ONGOING PROFESSIONAL PRACTICE EVALUATION - HFAP/ ACHC
Ongoing professional practice evaluation (OPPE) information is factored into the decision to maintain existing privilege(s), to revise existing privilege(s), and/or to revoke an existing privilege prior to or at the time of renewal.
The Medical Staff have a process to monitor the competency of its members. Through an ongoing review of performance measurements, negative trends are tracked and trended in a manner that allows the leadership to identify performance issues and implement strategies that will effect change. Prospective and real-time evaluation is
important to ensure the delivery of safe and competent care.
The Medical Staff develop an ongoing professional practice evaluation plan that is applicable to all practitioners
with privileges granted by the governing body. The plan for the evaluation of each practitioner’s professional practice is clearly defined.

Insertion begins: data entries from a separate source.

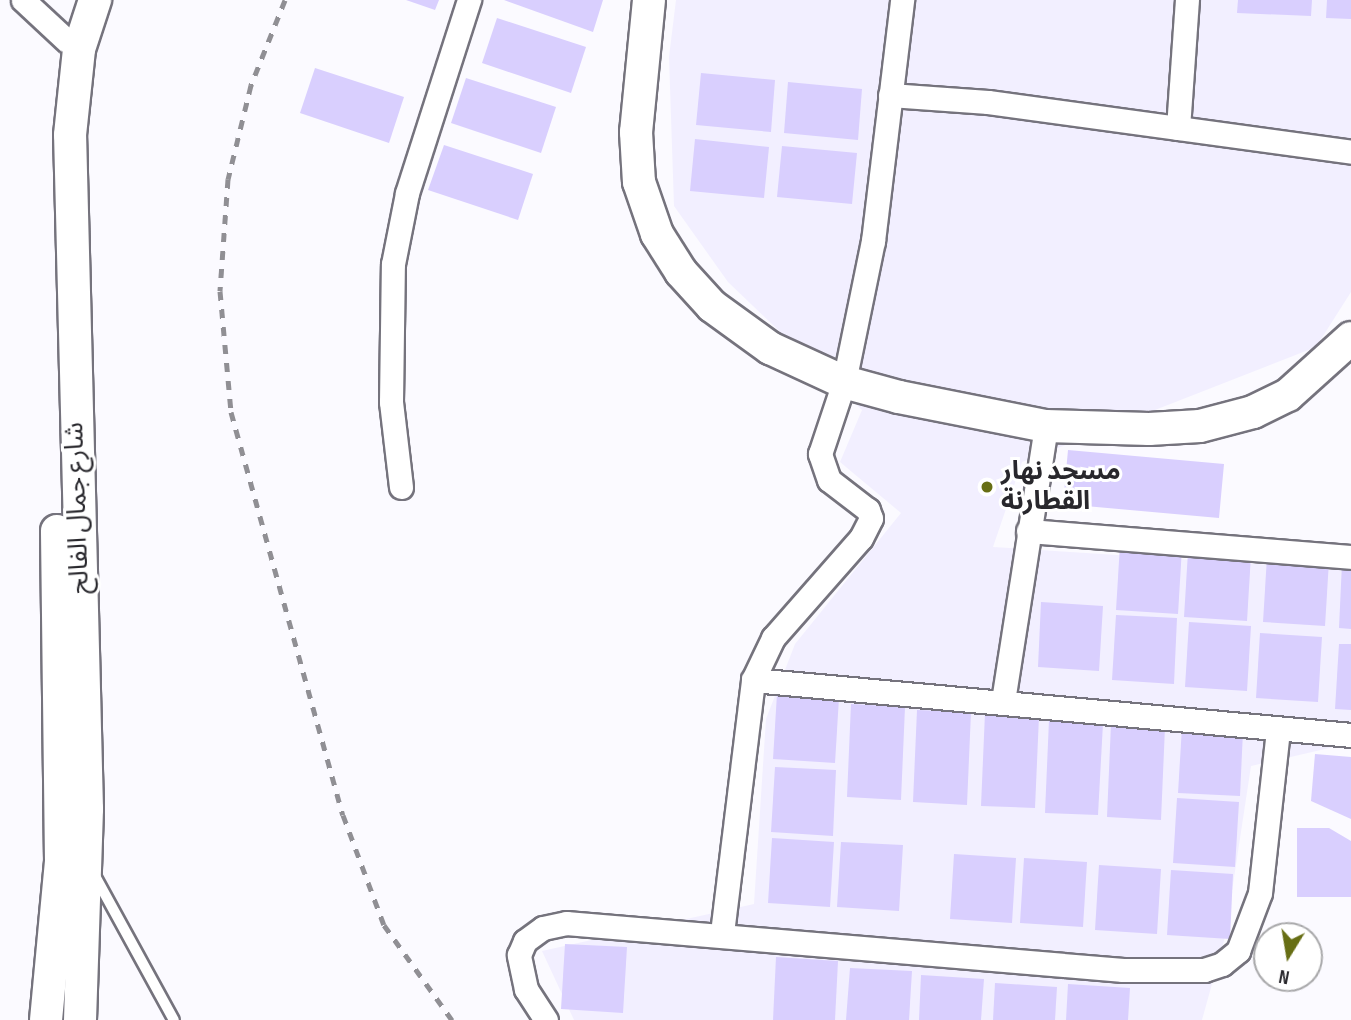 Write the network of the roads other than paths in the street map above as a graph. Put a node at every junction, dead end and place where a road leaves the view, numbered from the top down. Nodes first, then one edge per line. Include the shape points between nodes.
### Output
1 (23, 0) edge
2 (78, 0) edge
3 (95, 0) edge
4 (469, 0) edge
5 (649, 0) edge
6 (902, 0) edge
7 (1187, 0) edge
8 (66, 40) junction
9 (890, 95) junction
10 (1178, 128) junction
11 (1351, 152) edge
12 (1351, 338) edge
13 (844, 382) junction
14 (1046, 426) junction
15 (401, 487) dead end
16 (1028, 531) junction
17 (1351, 556) edge
18 (753, 680) junction
19 (1003, 701) junction
20 (1278, 729) junction
21 (1351, 735) edge
22 (87, 861) junction
23 (722, 933) junction
24 (46, 1020) edge
25 (80, 1020) edge
26 (174, 1020) edge
27 (546, 1020) edge

1 - 8 street
2 - 8 street, شارع جمال الفالح
3 - 22 street, شارع جمال الفالح via 79,49 70,135
4 - 15 street via 407,193 393,264 391,402
5 - 13 street via 636,132 639,182 657,233 681,272 712,306 770,348
6 - 9 street
7 - 10 street
8 - 24 street, شارع جمال الفالح via 56,138 61,860
9 - 10 street via 988,102
9 - 13 street via 873,241
10 - 11 street
12 - 14 street via 1288,395 1254,412 1174,428
13 - 14 street
13 - 18 street via 820,462 829,480 868,510 870,525 773,638
14 - 16 street
16 - 17 street
16 - 19 street
18 - 19 street
18 - 23 street
19 - 20 street
20 - 21 street
20 - 23 street via 1260,893 1238,951 1222,964 1204,970 1124,970
22 - 25 street, شارع جمال الفالح
22 - 26 lane
23 - 27 street via 566,923 543,928 525,941 519,955 526,989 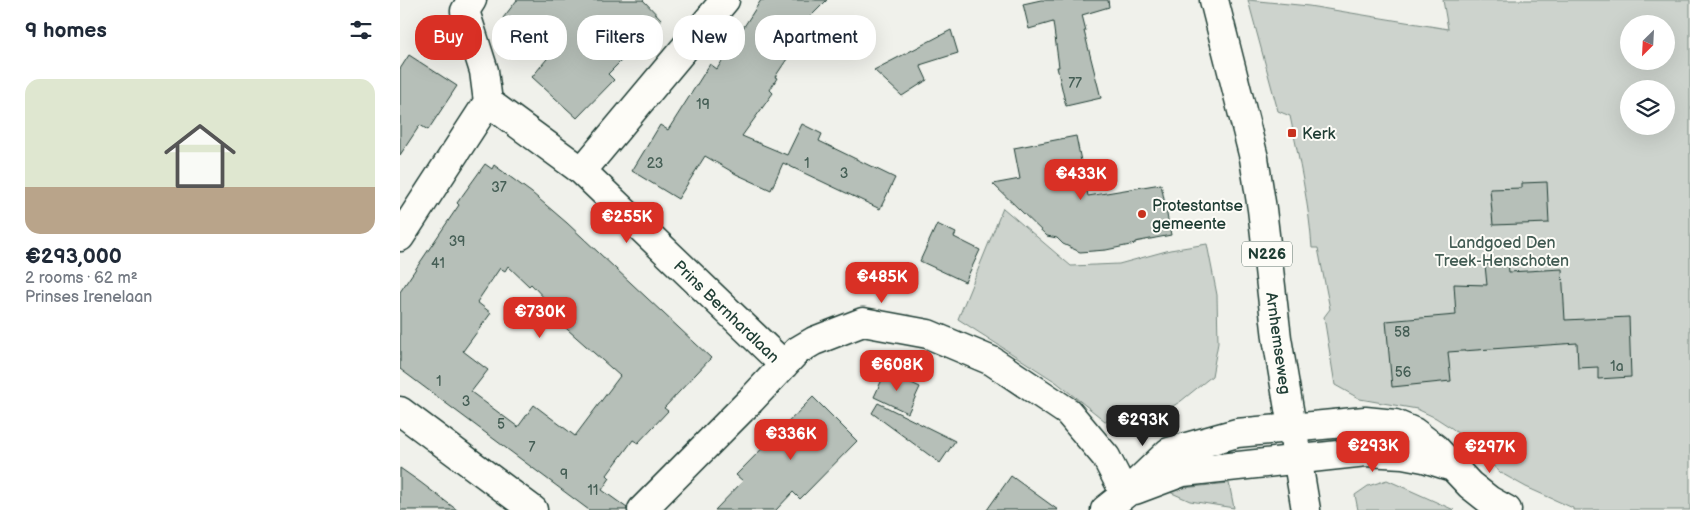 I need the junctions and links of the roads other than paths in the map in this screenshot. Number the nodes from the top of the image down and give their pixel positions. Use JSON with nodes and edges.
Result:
{"nodes":[{"id":1,"x":472,"y":0,"type":"edge"},
{"id":2,"x":725,"y":0,"type":"edge"},
{"id":3,"x":1214,"y":0,"type":"edge"},
{"id":4,"x":488,"y":102,"type":"junction"},
{"id":5,"x":582,"y":171,"type":"junction"},
{"id":6,"x":400,"y":237,"type":"edge"},
{"id":7,"x":784,"y":365,"type":"junction"},
{"id":8,"x":400,"y":411,"type":"edge"},
{"id":9,"x":1292,"y":428,"type":"junction"},
{"id":10,"x":1298,"y":460,"type":"junction"},
{"id":11,"x":1452,"y":467,"type":"junction"},
{"id":12,"x":1115,"y":502,"type":"edge"},
{"id":13,"x":533,"y":510,"type":"edge"},
{"id":14,"x":642,"y":510,"type":"edge"},
{"id":15,"x":1306,"y":510,"type":"edge"},
{"id":16,"x":1507,"y":510,"type":"edge"}],
"edges":[{"from":1,"to":4,"type":"street"},
{"from":2,"to":5,"type":"street"},
{"from":3,"to":9,"type":"street","name":"Arnhemseweg","number":"N226"},
{"from":4,"to":5,"type":"street","name":"Prins Bernhardlaan"},
{"from":4,"to":6,"type":"street"},
{"from":5,"to":7,"type":"street","name":"Prins Bernhardlaan"},
{"from":7,"to":12,"type":"street"},
{"from":7,"to":14,"type":"street"},
{"from":8,"to":13,"type":"street"},
{"from":9,"to":10,"type":"street","name":"Arnhemseweg","number":"N226"},
{"from":9,"to":11,"type":"street"},
{"from":9,"to":12,"type":"street"},
{"from":10,"to":11,"type":"street"},
{"from":10,"to":12,"type":"street"},
{"from":10,"to":15,"type":"street","name":"Arnhemseweg","number":"N226"},
{"from":11,"to":16,"type":"street"}]} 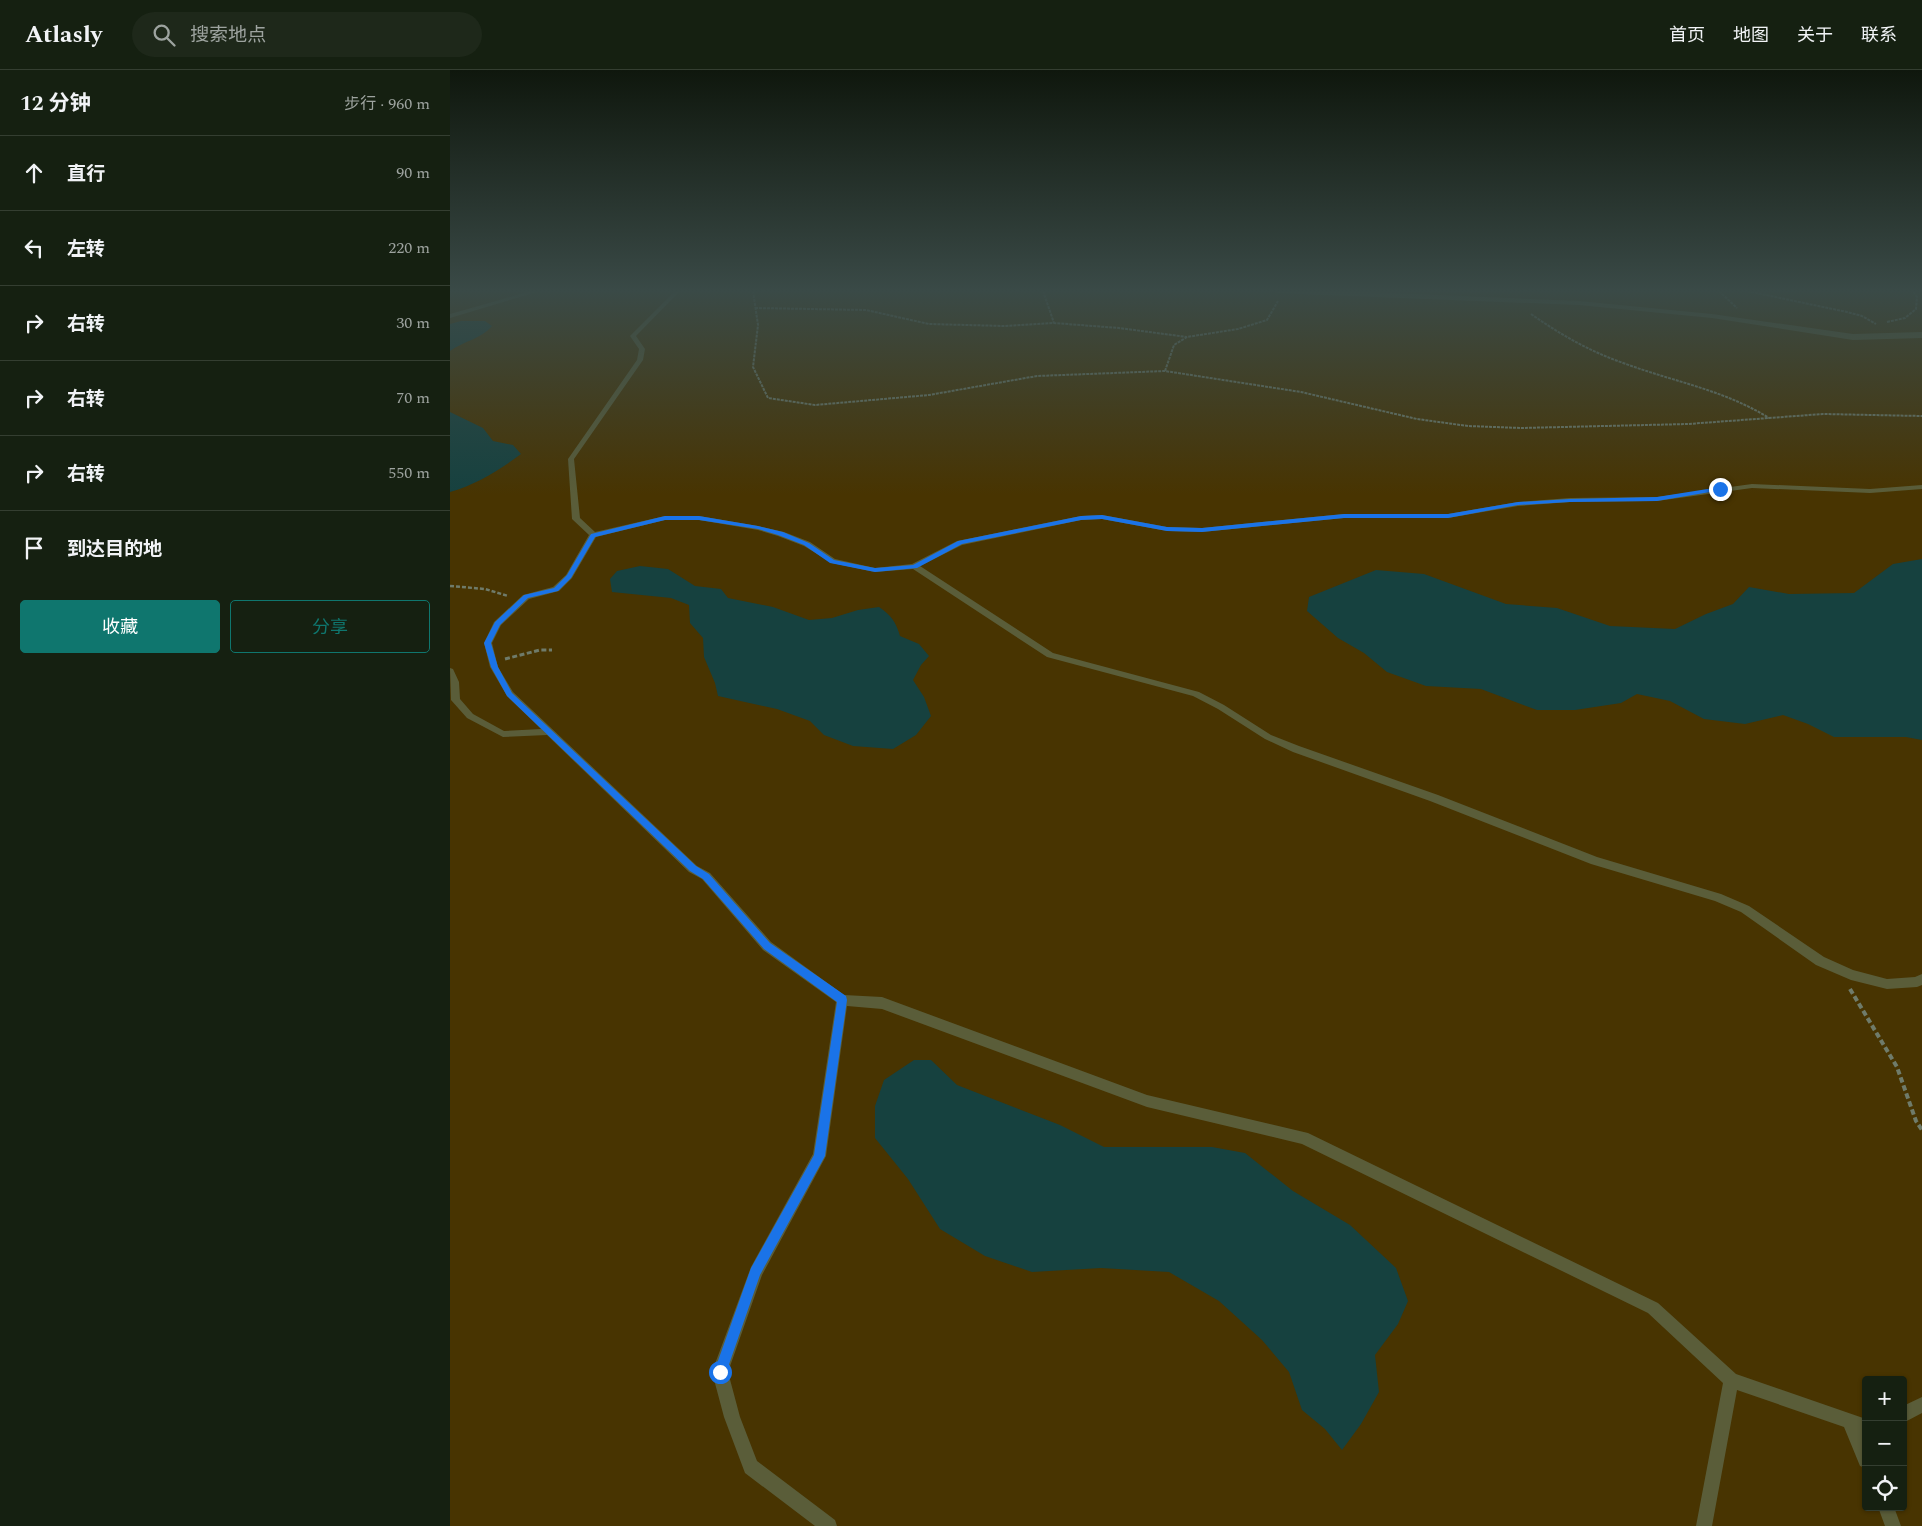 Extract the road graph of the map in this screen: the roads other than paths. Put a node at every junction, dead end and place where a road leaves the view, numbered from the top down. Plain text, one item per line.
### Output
1 (640, 359) edge
2 (1922, 487) edge
3 (593, 535) junction
4 (914, 566) junction
5 (450, 671) edge
6 (547, 732) junction
7 (1922, 979) edge
8 (842, 1000) junction
9 (1731, 1380) junction
10 (1922, 1405) edge
11 (1907, 1413) edge
12 (1849, 1421) junction
13 (1862, 1425) edge
14 (1862, 1451) edge
15 (1887, 1511) edge
16 (829, 1526) edge
17 (1704, 1526) edge
18 (1893, 1526) edge

1 - 3 lane
2 - 4 lane
3 - 4 lane
3 - 6 lane
4 - 7 lane
5 - 6 lane
6 - 8 lane
8 - 9 lane
8 - 16 lane
9 - 12 lane
9 - 17 lane
10 - 11 lane
12 - 13 lane
12 - 14 lane
15 - 18 lane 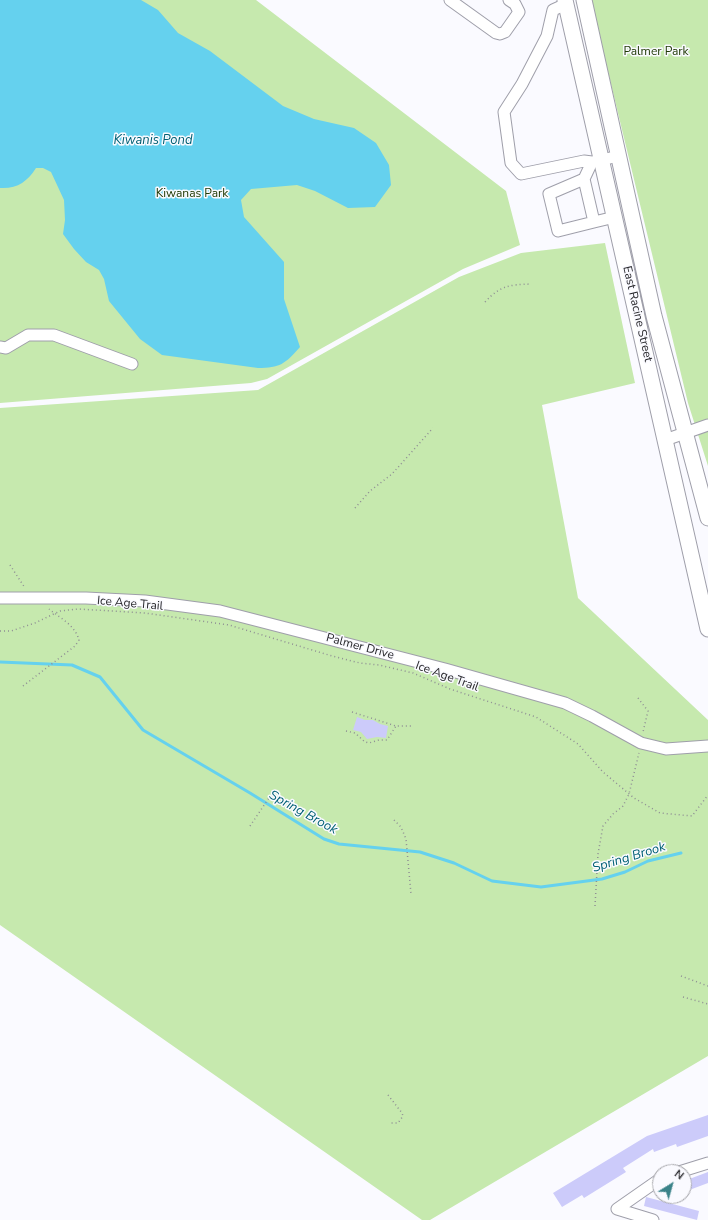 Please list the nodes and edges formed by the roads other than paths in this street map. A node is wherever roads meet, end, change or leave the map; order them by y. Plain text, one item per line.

This medical staff approved plan addresses each of the following:
1. Reasons for ongoing professional practice performance evaluations
2. Identification of performance indicators specific to each department of the medical staff
3. Data collection methods
4. Individual(s) responsible for data collection
5. Sources of data, e.g., medical records
6. Frequency of data collection
7. Methods for evaluation and analysis of data
8. Confidentiality and security of data
9. Individuals that may access individual practitioner’s professional practice data
10. Explanation that data will be used as a measure of competency and will be
reviewed at time of reappointment to determine eligibility
11. Evaluation of low volume practitioners
12. Triggers for additional, focused monitoring Processes are established to ensure the confidentiality and security of the ongoing professional practice
FOCUSED PROFESSIONAL PRACTICE EVALUATION (Standard 03.15.02)- HFAP/ACHC
The organized medical staff defines the circumstances requiring additional, focused monitoring and evaluation of a practitioner’s professional performance. Indications for
focused professional practice evaluation (FPPE) include:
All initial privileges granted
All new privileges granted following initial appointment
Unacceptable levels of performance or quality of care concerns The FPPE process is designed to be a fair, balanced, and educational approach to ensure the competency of the staff. FPPE is consistently implemented in accordance with the
criteria and requirements defined by the organized medical staff. The individual is provided written notification of the FPPE with a copy in the individual’s credential file.
The Medical Staff Bylaws clearly define the FPPE process and addresses each of the following:
Criteria (triggers) for conducting focused performance monitoring.
Methods for determining the duration of focused performance monitoring.
Indications for an external reviewer.
The department chair is responsible to assign the focused evaluation. The focused evaluation may be defined as either a period of time (e.g., six months) or a specific
number of cases. The focused evaluation may be extended, as defined in the Bylaws.
Data sources for the focused evaluation are defined and may include:
Chart review.
Direct observation.
Simulation.
Discussion with others involved in the care of each patient.
The Medical Staff Bylaws define the unacceptable levels of performance that trigger the need for focused performance monitoring. Triggers may be a single incident or evidence of a clinical practice trend.